▶ **Information shown**
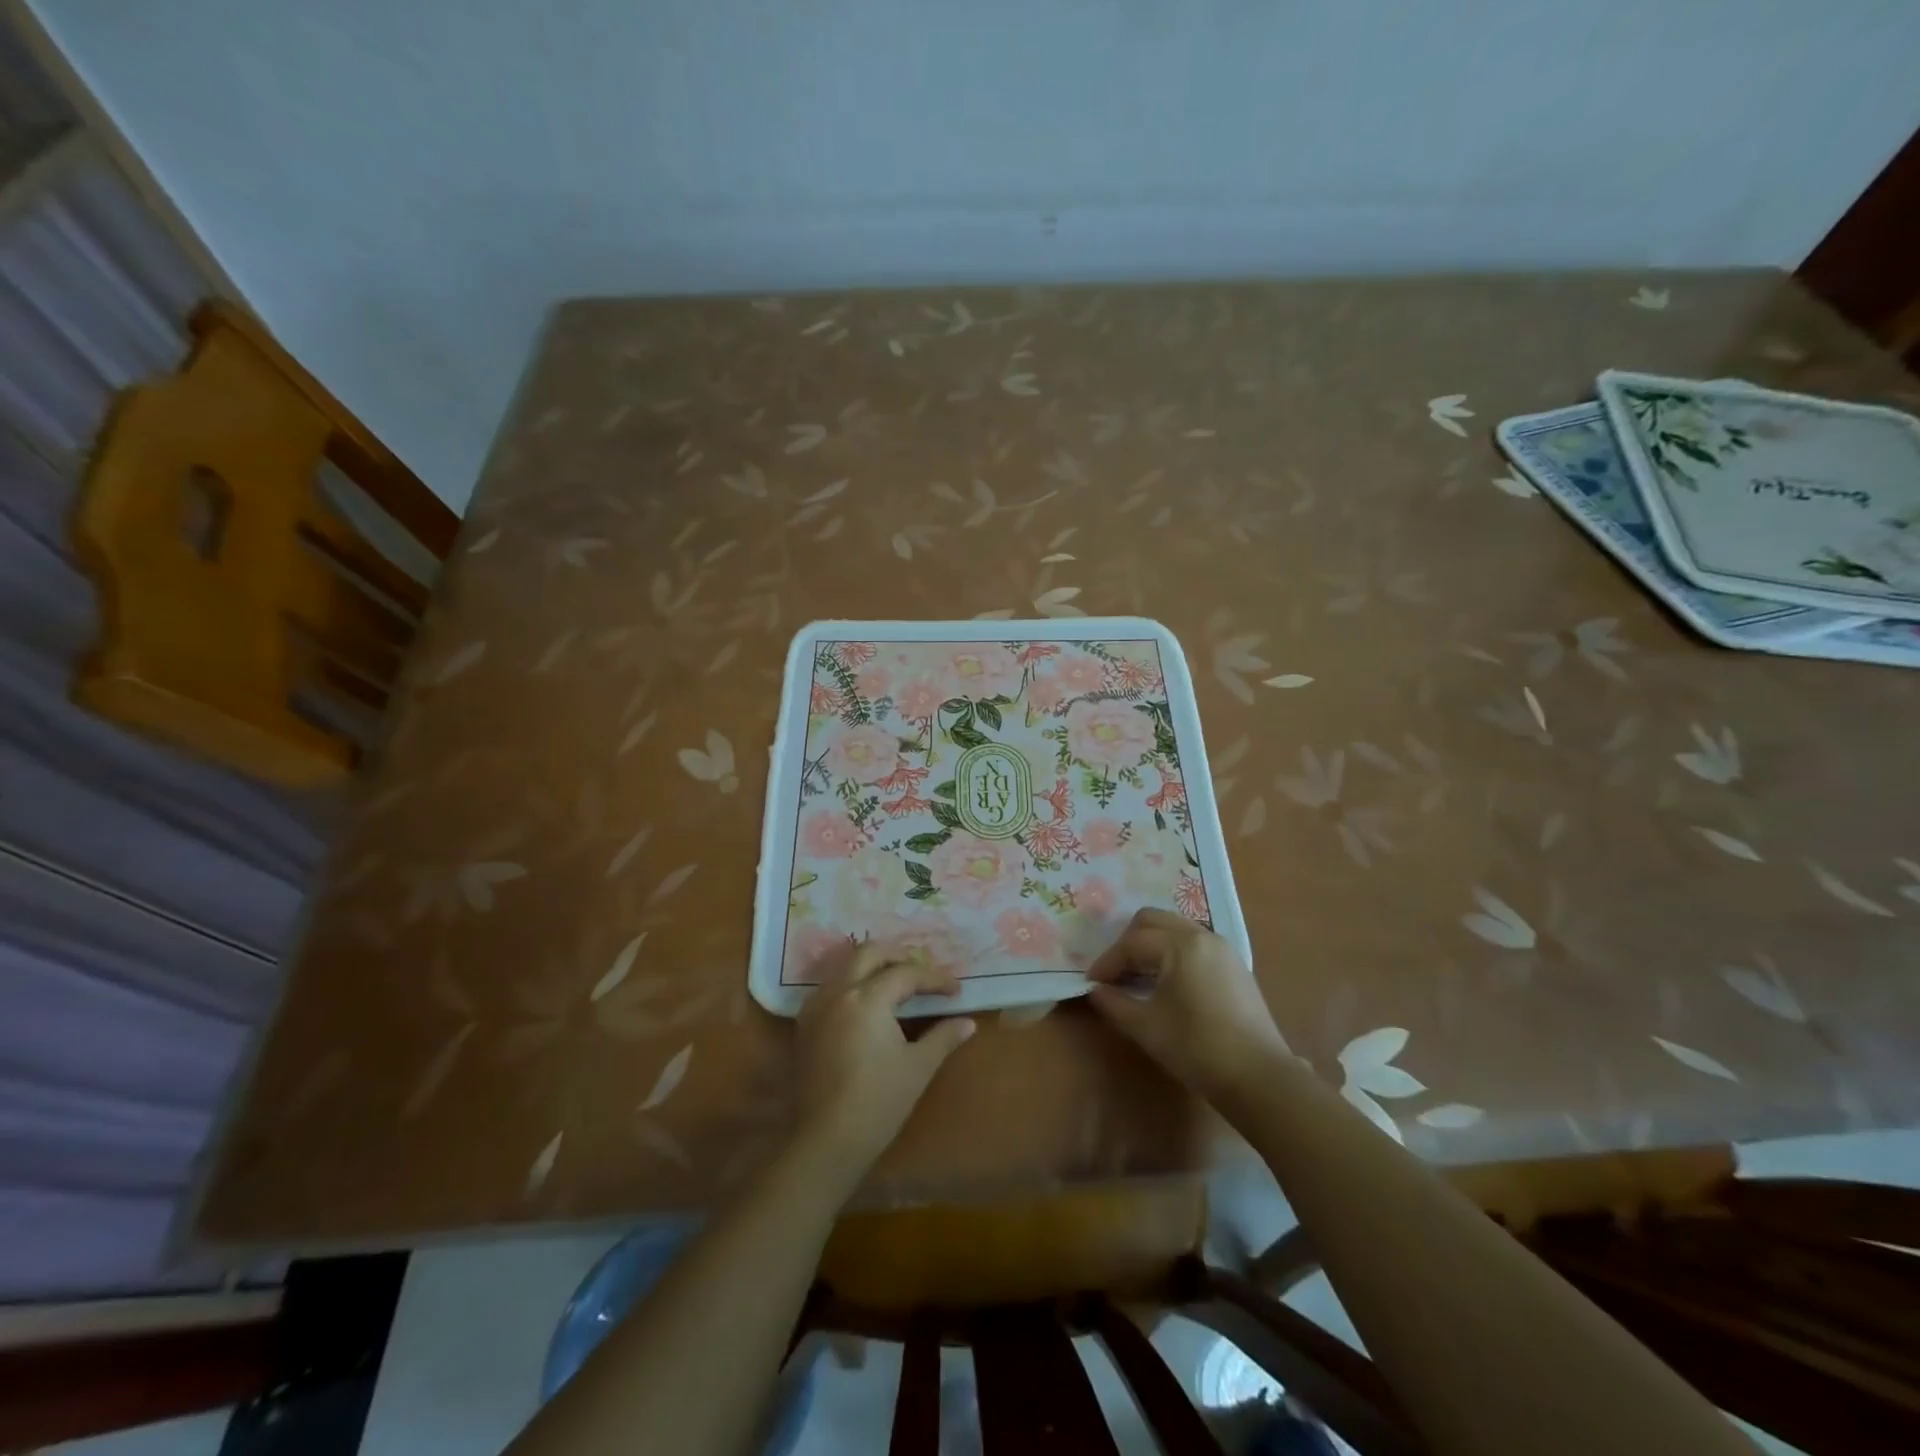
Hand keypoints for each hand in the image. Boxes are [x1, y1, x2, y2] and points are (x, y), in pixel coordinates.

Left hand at [793, 944, 976, 1179]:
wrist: (825, 1141)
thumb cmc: (878, 1102)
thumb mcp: (918, 1067)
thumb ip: (943, 1037)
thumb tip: (967, 1023)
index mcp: (867, 998)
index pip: (906, 973)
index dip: (934, 979)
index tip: (955, 990)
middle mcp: (838, 992)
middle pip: (870, 953)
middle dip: (899, 956)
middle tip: (923, 973)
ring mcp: (816, 1006)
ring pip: (846, 966)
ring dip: (873, 966)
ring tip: (897, 983)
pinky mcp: (805, 1024)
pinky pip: (831, 987)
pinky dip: (853, 983)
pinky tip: (868, 1004)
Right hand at [1085, 908, 1289, 1106]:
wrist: (1259, 1078)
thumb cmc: (1196, 1048)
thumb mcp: (1146, 1027)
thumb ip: (1114, 1003)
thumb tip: (1096, 990)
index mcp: (1180, 945)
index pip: (1132, 943)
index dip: (1108, 962)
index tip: (1092, 982)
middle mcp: (1202, 936)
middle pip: (1153, 921)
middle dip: (1128, 942)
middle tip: (1114, 971)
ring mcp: (1223, 949)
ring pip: (1175, 929)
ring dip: (1151, 944)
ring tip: (1137, 975)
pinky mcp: (1235, 966)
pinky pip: (1194, 943)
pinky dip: (1172, 952)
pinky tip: (1166, 981)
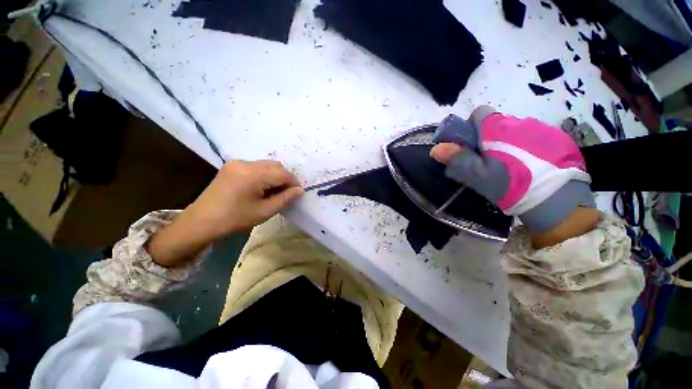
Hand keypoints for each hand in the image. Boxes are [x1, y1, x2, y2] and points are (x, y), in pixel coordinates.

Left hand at [146, 160, 303, 266]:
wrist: (201, 221)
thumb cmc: (235, 219)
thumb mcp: (264, 211)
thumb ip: (285, 198)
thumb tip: (300, 190)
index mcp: (253, 174)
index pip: (282, 173)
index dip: (293, 182)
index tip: (297, 193)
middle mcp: (245, 163)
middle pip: (275, 165)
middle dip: (285, 178)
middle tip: (286, 193)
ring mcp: (237, 163)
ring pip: (266, 165)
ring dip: (275, 176)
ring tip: (274, 191)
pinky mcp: (232, 166)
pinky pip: (256, 166)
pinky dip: (264, 175)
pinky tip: (262, 187)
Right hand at [431, 106, 596, 245]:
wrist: (559, 202)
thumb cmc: (512, 186)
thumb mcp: (478, 177)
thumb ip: (457, 160)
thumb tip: (436, 148)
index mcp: (497, 129)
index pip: (479, 113)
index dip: (471, 127)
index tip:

▶ **Work item**
Show all lines in the entries above where the word "ring" appears.

▶ **Output below**
ring mcp: (816, 1006)
ring pip: (846, 966)
ring dip: (873, 966)
ring tip: (897, 983)
ring mcp: (1223, 949)
ring pip: (1175, 929)
ring dip: (1151, 944)
ring tip: (1137, 975)
ring mcp: (237, 163)
ring pip: (266, 165)
ring dip: (275, 176)
ring tip: (274, 191)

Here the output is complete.